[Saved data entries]
------------------------------------
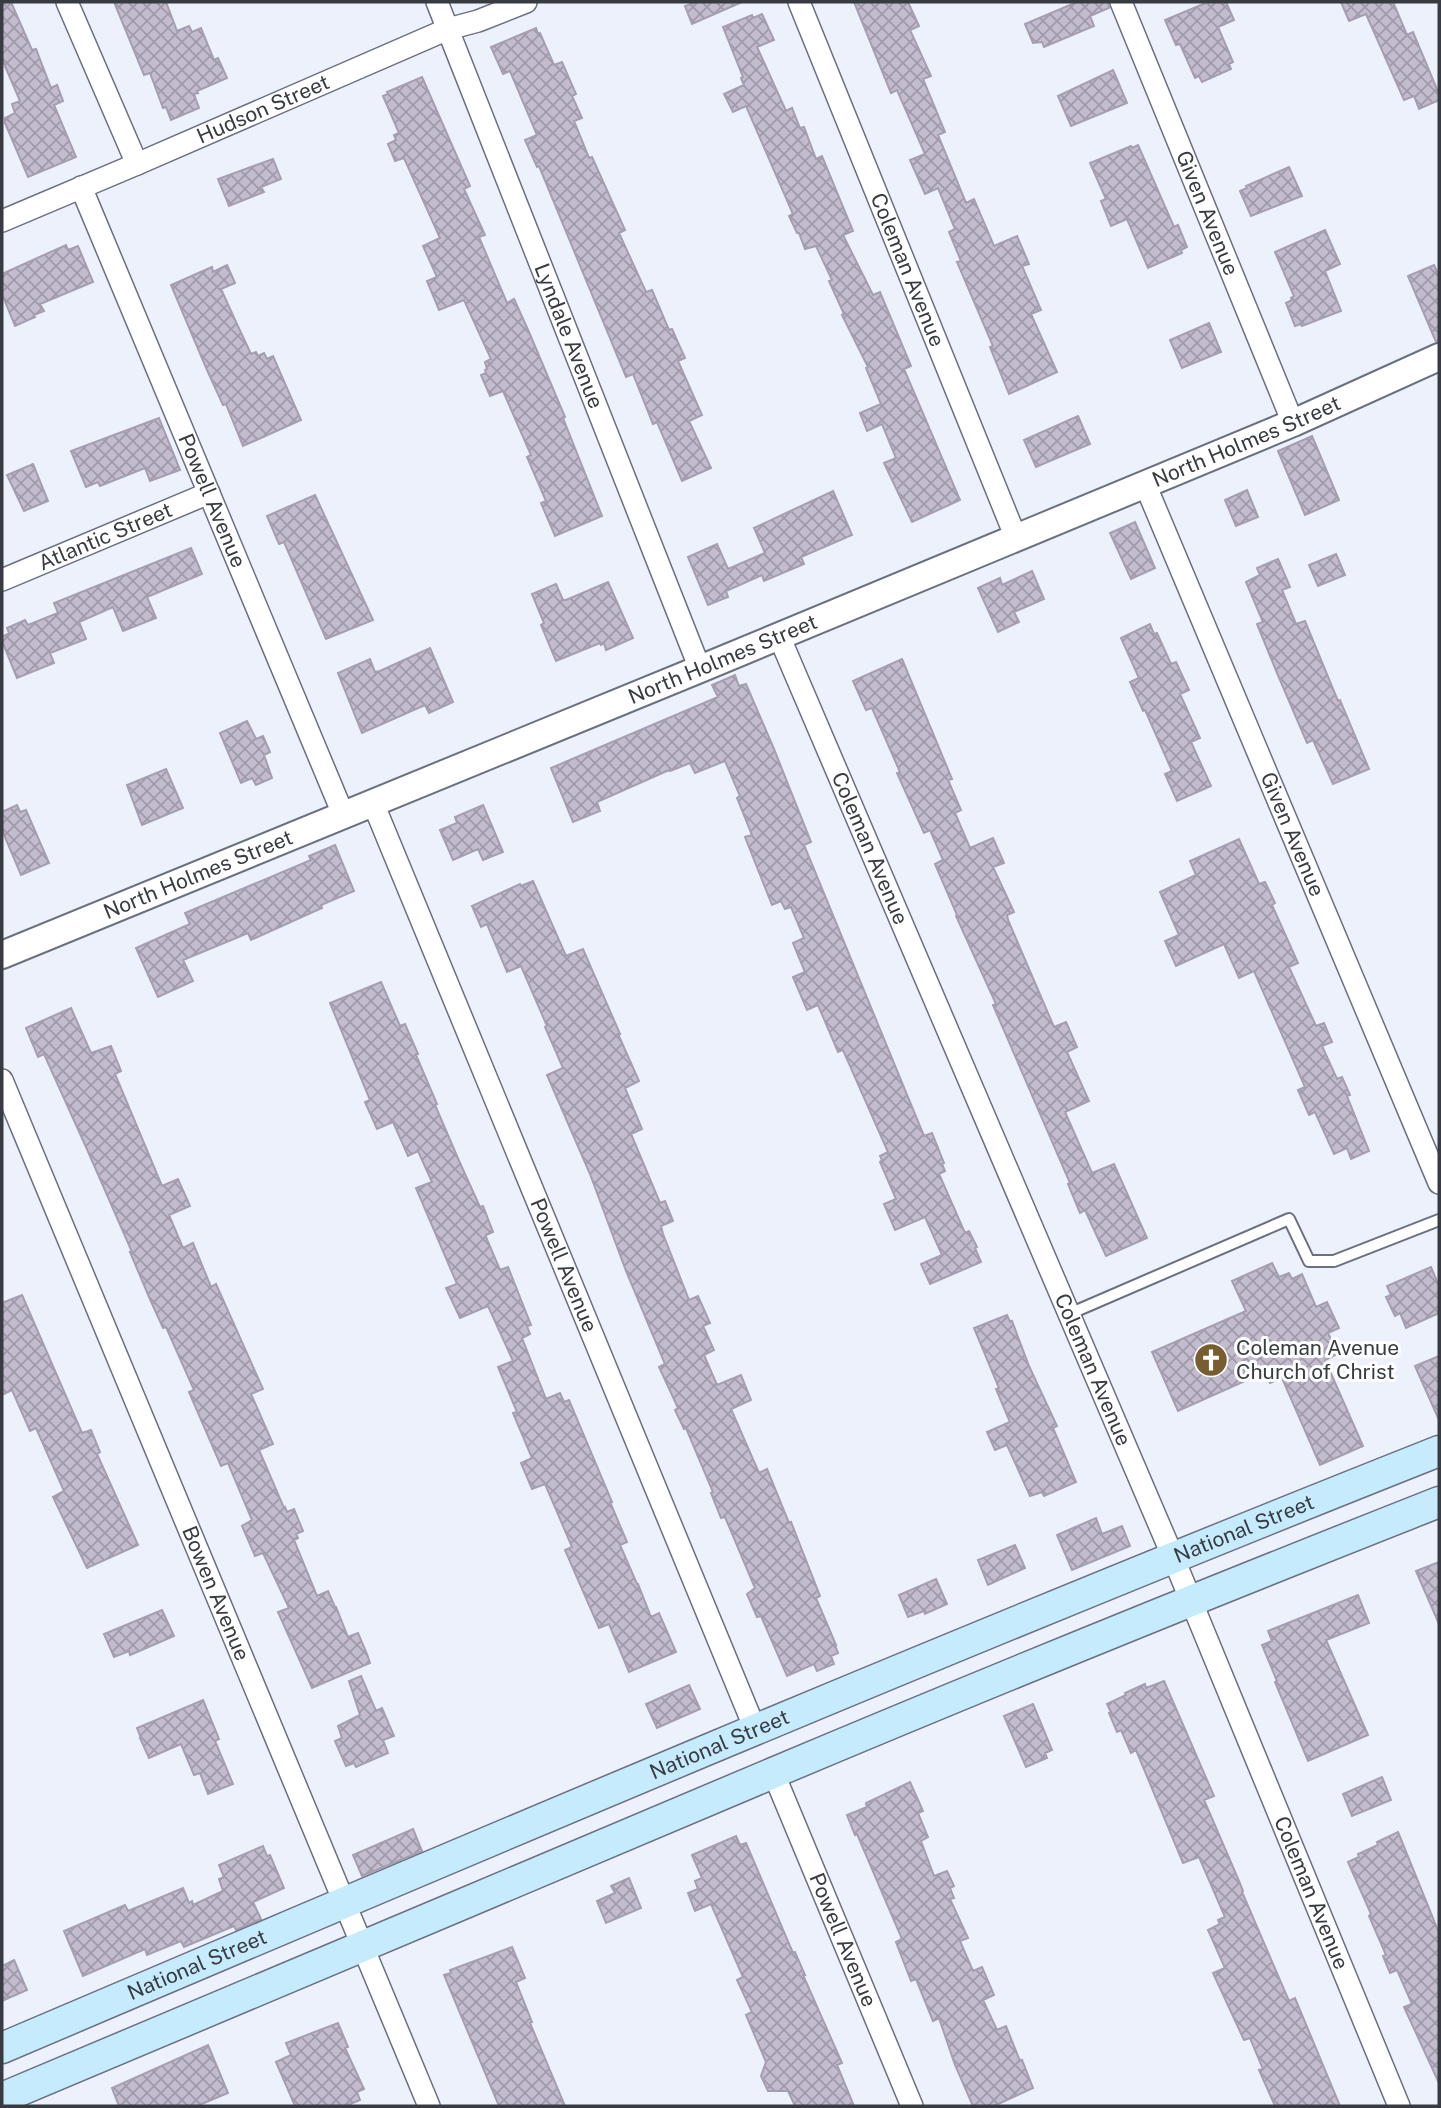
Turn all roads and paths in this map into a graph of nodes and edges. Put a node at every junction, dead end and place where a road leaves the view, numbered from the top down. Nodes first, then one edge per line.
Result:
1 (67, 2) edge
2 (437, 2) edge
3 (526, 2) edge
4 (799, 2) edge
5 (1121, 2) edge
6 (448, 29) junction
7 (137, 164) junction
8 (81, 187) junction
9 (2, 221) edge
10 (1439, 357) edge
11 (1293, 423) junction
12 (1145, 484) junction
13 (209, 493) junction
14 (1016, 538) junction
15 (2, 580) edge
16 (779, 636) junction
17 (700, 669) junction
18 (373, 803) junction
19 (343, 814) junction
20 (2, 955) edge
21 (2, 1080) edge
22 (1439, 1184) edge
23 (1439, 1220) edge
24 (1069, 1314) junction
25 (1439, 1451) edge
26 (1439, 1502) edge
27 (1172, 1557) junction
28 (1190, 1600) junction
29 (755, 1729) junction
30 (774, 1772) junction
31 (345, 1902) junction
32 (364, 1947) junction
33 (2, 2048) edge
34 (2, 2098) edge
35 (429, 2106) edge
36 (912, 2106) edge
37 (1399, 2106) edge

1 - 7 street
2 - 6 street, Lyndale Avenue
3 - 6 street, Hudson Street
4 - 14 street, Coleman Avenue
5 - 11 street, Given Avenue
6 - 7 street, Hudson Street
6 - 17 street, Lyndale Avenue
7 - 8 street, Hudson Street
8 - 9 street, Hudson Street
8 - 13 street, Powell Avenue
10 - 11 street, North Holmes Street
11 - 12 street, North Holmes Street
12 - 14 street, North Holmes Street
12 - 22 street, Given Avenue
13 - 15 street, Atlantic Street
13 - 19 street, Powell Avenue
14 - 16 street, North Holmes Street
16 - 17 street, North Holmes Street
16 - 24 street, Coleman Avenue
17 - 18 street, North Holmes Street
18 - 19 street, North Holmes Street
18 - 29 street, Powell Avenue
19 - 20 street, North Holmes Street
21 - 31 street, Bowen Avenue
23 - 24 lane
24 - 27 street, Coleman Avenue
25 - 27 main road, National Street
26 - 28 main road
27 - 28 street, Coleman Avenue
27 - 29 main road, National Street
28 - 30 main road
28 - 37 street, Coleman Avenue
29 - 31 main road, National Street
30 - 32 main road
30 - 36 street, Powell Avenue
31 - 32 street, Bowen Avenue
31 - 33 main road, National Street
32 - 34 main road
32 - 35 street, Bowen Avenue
------------------------------------
[What to work on]: Among the entries above, how many lines hold the string "Powell"? Answer with the bare number.

[Response for this exercise]: 4